それに続くかのようにビルヘイムも「確かに美味い、マヨネーズと黒いソースの甘みと酸味がこの野菜の味とライ麦の味を引き立たせている」


 ここまで庶民料理が王族と貴族に認められるのは思ってもいなかったので少し驚く。


「カムイさん、本当においしいです」とシルフィーナに言われ少し照れくさくなる。


 自分を除き褒め生やす状況を見て、遂にカルマもフォークを取る。

 一口分をゆっくりと、静かに、口に運ぶ。

 皆が固唾を飲んで見守る。

 そして、お好み焼きは国王の口へ。

 しばらく、咀嚼した後、ゆっくりと飲み込み、そして静かに言う。


「美味だ」と。


 カムイは安堵の息をする、正直一国の元首を迎える料理がこんな庶民料理になるとは思っても居なかったからだ。


「いつもなら、硬く、食べずらい繊維が有るキャベツの芯がこうも食べやすくなるとは、それにキャベツがこれ程の甘かったのも驚きだ」

「キャベツは見かけによらんだろう、前にカムイが言っておったが、皆、キャベツの芯は食べ辛いから捨てるが、キャベツの芯こそ最も栄養価か高いのでもったいないと、キャベツには隠された味がある、人もまたしかりだ」


 カルマはジルマを見る。


「カルマよ、お前は人を見る眼が在るがそのままを見過ぎだ、もう少し人の腹と言うモノを見ろ、まあ、わしの場合は腹を見過ぎる、人を裏でしか見れない人間に王は務まらないよ」

「兄上、わたしの考えは変わりません、我が国には強力な同盟者が必要だと言う事は」

「頑固だな、お前さんは」

「柔軟過ぎても、王は務まりません」

「で、どうするのだ? ガスダント帝国と手を結ぶのか?」

「いえ、もう少し情勢を見てから判断します、今のままではラバール神国とキエフ相手に戦をして勝てる自信が有りませんからな、それに身内の洗い出しを急がなくてはなりません、国内が不安定では対等の同盟は叶いませんから」

「フムン、ロレ、あれを」


 ロレは脇に抱えていた書簡をカルマに渡した。


「今のところ、王宮内に入り込んでいるネズミのリストだ、好きに使え」

「有り難い、手間が省けます」

「ビルヘイムよ、王の臣下をうたうのなら、情報に疎いのを直せ」

「は、はい、以降、気よ付けます」

「料理人」とカルマがカムイを見て言う「なかなかの良い腕をしている、そのまま精進せよ」


 カムイは深々と頭を下げ部屋を後にした。



 夜は冷える、夏場が終わり秋、そして冬場に向かってこの地域の一体の景色も変わって来るだろう。

 庭園の樹によりかがりながら月を見る。

 ドット大河一帯の山林はそろそろ赤く色着く、そうなればジルマは紅葉狩りに行こうとか言うだろう、そうなったらどういう料理を作ればいいのかと、ふと、そんな事を考えてしまう。

 二つの月は今でも輝いている、赤と青の月。


「綺麗ですね」と声がして振り向くとシルフィーナが寝間着姿でこちらに歩いて来る。


 控えようとするのを手で止められる。


「礼を言います、父は物事を固く考える癖があるので、今日の事で少しは柔軟になってくれればいいのですが」


 月を見ながら言う彼女はどことなく不思議感が在った、最初に在った時は親の背中に隠れる弱々しい王女と思っていたが、今はなんだか違う、まるで、大人の様な振舞をしている。


「カムイさん、記憶がないと言うのは本当ですか?」


 カムイは頷く。


「寂しくはないのですか」


 カムイは答えなかった。

 答えることが出来なかった、孤独とは感じたことは無かった記憶が無くても誰かが恋しいとは思わなかったのだ。

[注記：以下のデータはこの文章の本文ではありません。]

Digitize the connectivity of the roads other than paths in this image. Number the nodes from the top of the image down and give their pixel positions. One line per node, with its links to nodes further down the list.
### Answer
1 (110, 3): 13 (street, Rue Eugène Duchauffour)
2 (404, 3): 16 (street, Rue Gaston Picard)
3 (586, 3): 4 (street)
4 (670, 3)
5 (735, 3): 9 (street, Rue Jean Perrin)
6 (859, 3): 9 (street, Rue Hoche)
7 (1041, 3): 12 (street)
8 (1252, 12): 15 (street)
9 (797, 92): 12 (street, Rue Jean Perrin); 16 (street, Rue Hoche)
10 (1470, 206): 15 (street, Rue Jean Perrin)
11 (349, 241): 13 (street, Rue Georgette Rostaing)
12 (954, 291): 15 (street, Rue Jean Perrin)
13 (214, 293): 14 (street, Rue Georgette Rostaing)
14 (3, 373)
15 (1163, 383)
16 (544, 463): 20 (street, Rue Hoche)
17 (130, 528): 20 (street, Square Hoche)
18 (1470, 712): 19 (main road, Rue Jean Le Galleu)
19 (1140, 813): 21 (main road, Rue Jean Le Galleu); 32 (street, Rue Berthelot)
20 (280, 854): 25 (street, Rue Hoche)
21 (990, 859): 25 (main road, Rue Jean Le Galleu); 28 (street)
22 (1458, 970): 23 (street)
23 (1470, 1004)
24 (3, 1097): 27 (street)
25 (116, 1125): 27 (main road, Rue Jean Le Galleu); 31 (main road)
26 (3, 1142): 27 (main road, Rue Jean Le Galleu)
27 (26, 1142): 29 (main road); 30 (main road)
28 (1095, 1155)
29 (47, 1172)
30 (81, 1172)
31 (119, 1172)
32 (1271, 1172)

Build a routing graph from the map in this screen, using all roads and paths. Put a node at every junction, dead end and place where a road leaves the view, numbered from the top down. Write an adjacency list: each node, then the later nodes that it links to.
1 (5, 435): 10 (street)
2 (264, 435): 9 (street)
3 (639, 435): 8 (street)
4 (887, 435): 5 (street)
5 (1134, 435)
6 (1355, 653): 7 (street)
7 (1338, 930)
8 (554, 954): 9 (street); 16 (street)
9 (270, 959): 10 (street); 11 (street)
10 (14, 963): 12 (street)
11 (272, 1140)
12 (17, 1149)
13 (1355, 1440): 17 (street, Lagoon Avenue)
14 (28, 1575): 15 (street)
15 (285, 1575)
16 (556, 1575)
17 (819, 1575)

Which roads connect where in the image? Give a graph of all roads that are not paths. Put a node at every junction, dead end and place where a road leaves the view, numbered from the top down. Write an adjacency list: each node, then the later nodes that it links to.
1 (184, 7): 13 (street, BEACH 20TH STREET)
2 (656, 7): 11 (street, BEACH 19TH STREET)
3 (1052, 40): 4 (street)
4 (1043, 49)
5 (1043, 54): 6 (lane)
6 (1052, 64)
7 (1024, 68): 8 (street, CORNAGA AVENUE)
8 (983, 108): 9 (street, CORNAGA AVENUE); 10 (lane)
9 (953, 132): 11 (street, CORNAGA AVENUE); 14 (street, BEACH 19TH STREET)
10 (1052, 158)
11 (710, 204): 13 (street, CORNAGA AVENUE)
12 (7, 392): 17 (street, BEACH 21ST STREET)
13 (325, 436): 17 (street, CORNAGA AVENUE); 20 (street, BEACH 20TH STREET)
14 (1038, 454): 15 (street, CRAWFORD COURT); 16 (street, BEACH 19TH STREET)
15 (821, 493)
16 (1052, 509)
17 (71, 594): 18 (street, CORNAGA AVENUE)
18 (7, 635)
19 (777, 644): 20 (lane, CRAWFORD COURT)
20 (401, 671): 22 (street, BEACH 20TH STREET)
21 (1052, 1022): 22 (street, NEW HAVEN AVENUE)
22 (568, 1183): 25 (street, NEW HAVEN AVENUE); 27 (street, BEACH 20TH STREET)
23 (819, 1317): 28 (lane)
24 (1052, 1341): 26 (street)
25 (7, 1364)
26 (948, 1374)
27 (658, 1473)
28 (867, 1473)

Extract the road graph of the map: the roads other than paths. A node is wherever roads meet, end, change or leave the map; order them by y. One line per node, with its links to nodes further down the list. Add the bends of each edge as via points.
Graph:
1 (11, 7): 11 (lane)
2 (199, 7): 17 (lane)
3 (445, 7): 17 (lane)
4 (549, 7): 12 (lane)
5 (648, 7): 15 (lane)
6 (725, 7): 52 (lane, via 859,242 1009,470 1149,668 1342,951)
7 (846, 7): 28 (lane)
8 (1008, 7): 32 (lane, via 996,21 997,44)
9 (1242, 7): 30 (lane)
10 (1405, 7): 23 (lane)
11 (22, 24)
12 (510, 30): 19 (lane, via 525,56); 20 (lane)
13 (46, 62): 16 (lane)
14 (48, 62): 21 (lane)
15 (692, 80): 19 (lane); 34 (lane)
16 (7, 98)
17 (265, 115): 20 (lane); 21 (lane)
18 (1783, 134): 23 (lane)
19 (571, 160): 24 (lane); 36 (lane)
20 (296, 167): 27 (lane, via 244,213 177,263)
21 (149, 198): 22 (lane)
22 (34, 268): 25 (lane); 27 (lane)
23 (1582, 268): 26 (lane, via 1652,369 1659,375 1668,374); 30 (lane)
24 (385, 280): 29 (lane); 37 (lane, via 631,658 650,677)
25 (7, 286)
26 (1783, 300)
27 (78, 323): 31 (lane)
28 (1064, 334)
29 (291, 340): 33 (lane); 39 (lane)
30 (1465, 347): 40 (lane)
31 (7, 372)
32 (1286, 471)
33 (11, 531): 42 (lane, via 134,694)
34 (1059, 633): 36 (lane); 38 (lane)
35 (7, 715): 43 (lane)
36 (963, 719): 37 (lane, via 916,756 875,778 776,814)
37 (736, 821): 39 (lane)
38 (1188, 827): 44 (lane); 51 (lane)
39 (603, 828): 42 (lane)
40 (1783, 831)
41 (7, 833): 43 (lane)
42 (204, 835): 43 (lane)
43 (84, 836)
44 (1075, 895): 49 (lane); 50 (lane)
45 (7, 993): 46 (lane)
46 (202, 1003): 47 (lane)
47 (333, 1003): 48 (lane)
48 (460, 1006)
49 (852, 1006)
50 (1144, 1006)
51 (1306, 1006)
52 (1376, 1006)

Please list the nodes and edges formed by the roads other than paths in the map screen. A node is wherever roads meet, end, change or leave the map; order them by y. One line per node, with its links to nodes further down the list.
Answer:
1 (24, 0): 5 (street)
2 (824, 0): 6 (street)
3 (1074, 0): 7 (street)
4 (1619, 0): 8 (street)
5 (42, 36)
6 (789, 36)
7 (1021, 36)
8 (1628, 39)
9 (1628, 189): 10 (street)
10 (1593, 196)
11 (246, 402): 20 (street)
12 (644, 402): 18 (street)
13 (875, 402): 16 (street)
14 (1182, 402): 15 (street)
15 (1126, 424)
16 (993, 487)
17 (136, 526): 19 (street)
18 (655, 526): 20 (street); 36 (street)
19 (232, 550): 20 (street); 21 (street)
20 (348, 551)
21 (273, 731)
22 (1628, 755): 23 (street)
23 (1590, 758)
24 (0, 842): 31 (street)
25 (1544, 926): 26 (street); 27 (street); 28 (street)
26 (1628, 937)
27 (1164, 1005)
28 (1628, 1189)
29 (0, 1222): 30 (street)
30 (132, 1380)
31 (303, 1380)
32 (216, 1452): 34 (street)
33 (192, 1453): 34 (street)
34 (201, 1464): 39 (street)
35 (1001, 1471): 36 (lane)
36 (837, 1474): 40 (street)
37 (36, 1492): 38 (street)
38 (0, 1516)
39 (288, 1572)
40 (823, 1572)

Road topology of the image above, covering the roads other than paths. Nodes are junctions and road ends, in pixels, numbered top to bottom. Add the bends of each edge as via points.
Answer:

 たぶん、それは自分の性分だ、記憶を無くす前からの。

 カムイが応えないでいるとシルフィーナ「ごめんさない」と謝った。


「ベツニ、ワルクナイ、オレガ、ワルイ」

「いえ、無理に訊こうとしたわたしが悪いのです、あなたは昔の知り合いと良く似ていたので」

「シリアイ?」

「はい、不思議な方でした、異国風の人で、見た事の無い武器や聞いた事の無い知識などを持っていました、でも、ある日突然居なくなって」


 恋い焦がれるような眼だ、おそらく彼女はその人の事が好きだったのだろう、でも、居なくなってしまった。理由もなく居なくなるのは残された者は相当な不安だったに違いない。

 齢十一歳の少女にしては。


「カムイさん、あなたは自由に生きて見たいと思ったことは有りませんか?」


 唐突な質問に答えが詰まる、考えたことが無いからだ、自分自身不住と思ったことが無いからである。

 でも彼女は違うだろう、彼女は王族だ。どう生きるか既に人生は決められている。


「わたしは、後、二、三年したらおそらく婿を取ることになるでしょう、その者がこの国の新たな王に成る、国を安定する為なら致し方ない事です、でも、あの人が言った『人生、五十年、夢幻の如く』と言うのなら一度でも自由に生きて見たいものです」


 悲しい目はしていない、焦燥感もない、有るのは何かを思う目だ、自分の人生だろうか、それともこの国を思う事だろうか、それは彼女しかわからない事だ。


「カムイさん」


 シルフィーナは笑顔で言う。


「もし、わたしの婚姻が決まったら披露宴の料理はカムイさんが作って下さいね」と。

「ハイ」


 カムイは膝を付いて返答する。

 その時は全力を出そう、この世界で初めての大宴会の早期予約だ、どこの披露宴にも負けない料理を出そう。

 カムイは月明かりの下でそう誓った。



 カムイ、年齢不詳。

 シルフィーナ・パティール、十一歳、第一王女。


 この二人が再開するのは二年後である。